THE SCHEMATA GAME


General Reflections for Schemata Game 1.1

This part of the Schemata Game is intended for those less fearful of pedantry, as it requires a seriousness of approach in the pursuit of a very difficult problem: exactly how it is that art works transmit their meanings to the viewers.

As the answer to this problem will only be solved through the editing and compilation of answers through which the general consensus is formed, as such is the tradition of not only democracy but opinion formation in general, (to paraphrase Quine's words, we build the boat while we are in it) it is hoped that each person will carefully contemplate and rigorously form the answers to each question.

The underlying assumption of course is that even if visual art could endlessly tolerate the empty demands of stylistic revolution tied to the sentimental belief in progress, or even its more current camouflage in the insatiable demands of market-driven fashion changes exuding love for profit married to the nipple pinching thrill associated with rapidly rising and/or disappearing artists, (whew) it is nevertheless championing the obvious to point out that this flaccid version of historical materialism cannot provide an analysis of exactly, precisely, how it is that artworks gain meaning for their viewers. These epistemological demands, alas, fall onto you.

Another and more serious issue is how it comes about that certain symbols – and I use that term in the broadest possible way to include not only subject-matter referred to, but also use of color, texture, negation of image, shape, brushwork, opacity, etc. - come to have meaning for us. Is this all a system that we construct or are there certain innate structures in place to which we are merely conforming? This debate – whether we have imbedded within us platonic universals and natural kinds or whether we get to completely make it up as we go – is an old and unresolved debate. The fact that it exists in aesthetics and not merely in metaphysics is often unrecognized. It is that to which this game points.

The Game is figuring out: How Do Symbols Symbolize? Or: How Do We See When We Look? Or: Just How the Hell Art Means Something, Anything.Art is about transmitting meaning but exactly how that is done is somewhat unclear. This is a game that tries, through interactive and shared responses, to figure just that thing out.For example, when we see a square, what meaning is transmitted in that? If it is imbued with a sense of solidity does that also symbolize perfection? Or stagnation? Or impenetrability? For a more complete version of the author/artist's provisional opinion about the references for each of these symbols, click here.


RULES OF THE GAME:
THERE ARE THREE LEVELS.

LEVEL 1. THE BODY.
These are the Red 1 and Black 1 cards.

The aim of this level of the game is to understand the basic level of visual apperception; a bodily function. It's just using the eyes. From insects' compound eyes, whose ommitidium must give more complex and less univocal information, to mammalian frontal eyes, which take in the world in an automatically unified cognate, the act of looking can't really be that complicated - really. What's it mean to recognize a photograph? So art uses that rarified function and identifies the thing in front of it.

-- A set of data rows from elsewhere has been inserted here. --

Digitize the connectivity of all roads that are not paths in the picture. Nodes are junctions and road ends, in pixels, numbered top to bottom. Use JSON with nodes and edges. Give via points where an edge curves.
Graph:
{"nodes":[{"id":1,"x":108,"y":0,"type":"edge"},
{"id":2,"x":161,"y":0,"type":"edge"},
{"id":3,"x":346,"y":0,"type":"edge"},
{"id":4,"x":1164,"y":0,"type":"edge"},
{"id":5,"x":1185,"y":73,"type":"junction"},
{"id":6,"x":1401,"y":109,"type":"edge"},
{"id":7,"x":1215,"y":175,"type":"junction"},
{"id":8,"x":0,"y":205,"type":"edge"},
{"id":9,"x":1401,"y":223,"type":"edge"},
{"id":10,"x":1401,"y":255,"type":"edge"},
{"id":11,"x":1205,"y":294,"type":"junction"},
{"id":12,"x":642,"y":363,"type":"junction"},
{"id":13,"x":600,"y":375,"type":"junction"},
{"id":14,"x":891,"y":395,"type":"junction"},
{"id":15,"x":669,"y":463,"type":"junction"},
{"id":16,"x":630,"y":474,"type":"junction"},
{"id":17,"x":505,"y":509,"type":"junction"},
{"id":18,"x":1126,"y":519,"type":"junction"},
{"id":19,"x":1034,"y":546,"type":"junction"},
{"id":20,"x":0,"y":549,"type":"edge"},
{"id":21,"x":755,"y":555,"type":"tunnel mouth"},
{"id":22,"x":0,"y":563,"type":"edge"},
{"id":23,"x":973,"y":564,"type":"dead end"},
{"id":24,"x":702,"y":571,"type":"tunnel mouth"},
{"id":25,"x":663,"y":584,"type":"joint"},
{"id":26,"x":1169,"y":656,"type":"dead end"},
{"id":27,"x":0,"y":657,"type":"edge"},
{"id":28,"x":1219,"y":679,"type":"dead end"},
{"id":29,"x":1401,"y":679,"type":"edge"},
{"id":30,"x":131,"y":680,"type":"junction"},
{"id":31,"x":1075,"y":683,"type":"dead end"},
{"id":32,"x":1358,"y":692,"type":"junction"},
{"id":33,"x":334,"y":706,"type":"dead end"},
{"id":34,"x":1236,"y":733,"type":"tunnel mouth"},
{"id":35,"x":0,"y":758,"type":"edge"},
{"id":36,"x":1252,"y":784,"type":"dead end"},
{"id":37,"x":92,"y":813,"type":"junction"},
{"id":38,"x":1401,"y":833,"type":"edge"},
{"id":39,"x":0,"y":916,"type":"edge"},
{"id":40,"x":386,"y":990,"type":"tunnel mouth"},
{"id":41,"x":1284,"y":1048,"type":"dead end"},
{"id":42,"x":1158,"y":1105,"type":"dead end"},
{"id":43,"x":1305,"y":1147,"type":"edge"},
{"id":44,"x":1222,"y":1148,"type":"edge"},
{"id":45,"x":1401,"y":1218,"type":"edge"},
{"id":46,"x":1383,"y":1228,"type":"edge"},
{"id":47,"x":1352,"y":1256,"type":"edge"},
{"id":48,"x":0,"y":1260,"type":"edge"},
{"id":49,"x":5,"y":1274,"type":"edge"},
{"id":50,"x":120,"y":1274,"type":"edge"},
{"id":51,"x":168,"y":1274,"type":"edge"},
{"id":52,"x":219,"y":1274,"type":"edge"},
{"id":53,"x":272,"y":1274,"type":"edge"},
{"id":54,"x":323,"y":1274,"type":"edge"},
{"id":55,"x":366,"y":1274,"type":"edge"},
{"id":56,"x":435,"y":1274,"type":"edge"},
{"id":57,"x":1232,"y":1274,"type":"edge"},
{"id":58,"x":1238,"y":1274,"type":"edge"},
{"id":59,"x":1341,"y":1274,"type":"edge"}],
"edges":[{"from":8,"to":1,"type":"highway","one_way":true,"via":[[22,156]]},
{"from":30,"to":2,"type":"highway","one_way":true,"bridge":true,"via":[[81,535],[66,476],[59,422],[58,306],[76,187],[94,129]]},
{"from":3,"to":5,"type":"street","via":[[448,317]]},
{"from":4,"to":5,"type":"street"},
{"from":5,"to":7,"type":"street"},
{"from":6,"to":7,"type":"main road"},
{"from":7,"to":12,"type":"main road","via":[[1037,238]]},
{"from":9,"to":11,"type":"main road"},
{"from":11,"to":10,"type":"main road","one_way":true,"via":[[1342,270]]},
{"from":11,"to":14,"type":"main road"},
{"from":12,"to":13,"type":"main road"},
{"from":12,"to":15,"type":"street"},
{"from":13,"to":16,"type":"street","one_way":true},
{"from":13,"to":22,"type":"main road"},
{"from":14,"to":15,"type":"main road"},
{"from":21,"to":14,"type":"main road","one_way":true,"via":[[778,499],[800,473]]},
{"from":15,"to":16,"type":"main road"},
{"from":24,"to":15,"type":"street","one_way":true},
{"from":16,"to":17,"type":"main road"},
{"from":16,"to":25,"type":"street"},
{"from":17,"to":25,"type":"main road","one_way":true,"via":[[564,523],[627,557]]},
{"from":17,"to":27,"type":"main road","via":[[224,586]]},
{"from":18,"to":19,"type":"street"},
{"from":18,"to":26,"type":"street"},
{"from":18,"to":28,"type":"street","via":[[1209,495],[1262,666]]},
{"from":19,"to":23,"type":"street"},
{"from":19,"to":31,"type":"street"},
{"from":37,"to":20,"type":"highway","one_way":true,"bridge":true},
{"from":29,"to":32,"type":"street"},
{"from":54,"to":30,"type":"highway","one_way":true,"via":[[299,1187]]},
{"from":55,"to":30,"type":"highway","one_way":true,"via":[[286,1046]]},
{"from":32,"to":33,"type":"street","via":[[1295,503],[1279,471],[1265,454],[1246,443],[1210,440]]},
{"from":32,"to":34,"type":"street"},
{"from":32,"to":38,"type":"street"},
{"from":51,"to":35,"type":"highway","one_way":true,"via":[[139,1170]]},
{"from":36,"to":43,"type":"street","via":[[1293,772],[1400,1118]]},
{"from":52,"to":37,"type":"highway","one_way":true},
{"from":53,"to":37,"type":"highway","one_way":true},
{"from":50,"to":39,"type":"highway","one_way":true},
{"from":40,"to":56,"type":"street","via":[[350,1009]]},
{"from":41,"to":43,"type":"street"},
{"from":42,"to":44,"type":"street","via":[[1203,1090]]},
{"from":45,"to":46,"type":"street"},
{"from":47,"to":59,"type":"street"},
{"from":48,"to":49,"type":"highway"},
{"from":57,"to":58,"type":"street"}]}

Begin with either the Red or the Black 1, and drag cursor over image. Follow the instructions that follow. Please read the listed component symbols and figure out the meaning carried by each circumscribed section of information. Once both the Black 1 and Red 1 are answered congratulations are in order: You have two of a kind!

You can go to:

LEVEL 2. THE MIND.
These are the Red 2 and Black 2 cards.

It is a more human kind of image seeing and is based in metaphor. Metaphor is more than looking and recognizing a familiar object. It is seeing something as though it were something else. One thing is not just one thing; it is something else as well. It is the this-is-really-that or this-is-also-that form of seeing. Symbolism is a higher level of seeing than the object recognition, which humans share with all other animals. If the participant can articulate the symbolic meaning embedded in the Black 2 and Red 2, then: You have two (2) examples of two of a kind! AND You also have two (2) partial straights!

So:
you can go to:

LEVEL 3. THE SPIRIT.
The Red 3 is the final level for both the red and the black.

This is not just navel gazing; it is not withdrawal. It is the transcendental.

At this level the participant ponders the meaning of transparency, as that is the final symbol in the additional third square.

Democracy takes over at this point and supercedes subjectivity. Each participant is asked to read others' entries and then to vote on the best entry. The participant receiving the most votes at the end of the exhibition will receive the accolade of "Winner" at the closing party, Sept. 9, 2008, and a choice of first prize: either two tickets on the Coney Island Cyclone and the Flea Circus (if it's still there), or a bottle of good whiskey (antidotes for philosophical difficulties).

But, as is the case with most intellectual and artistic endeavors, financial rewards are unsure. We'll just have to see what happens. Good luck.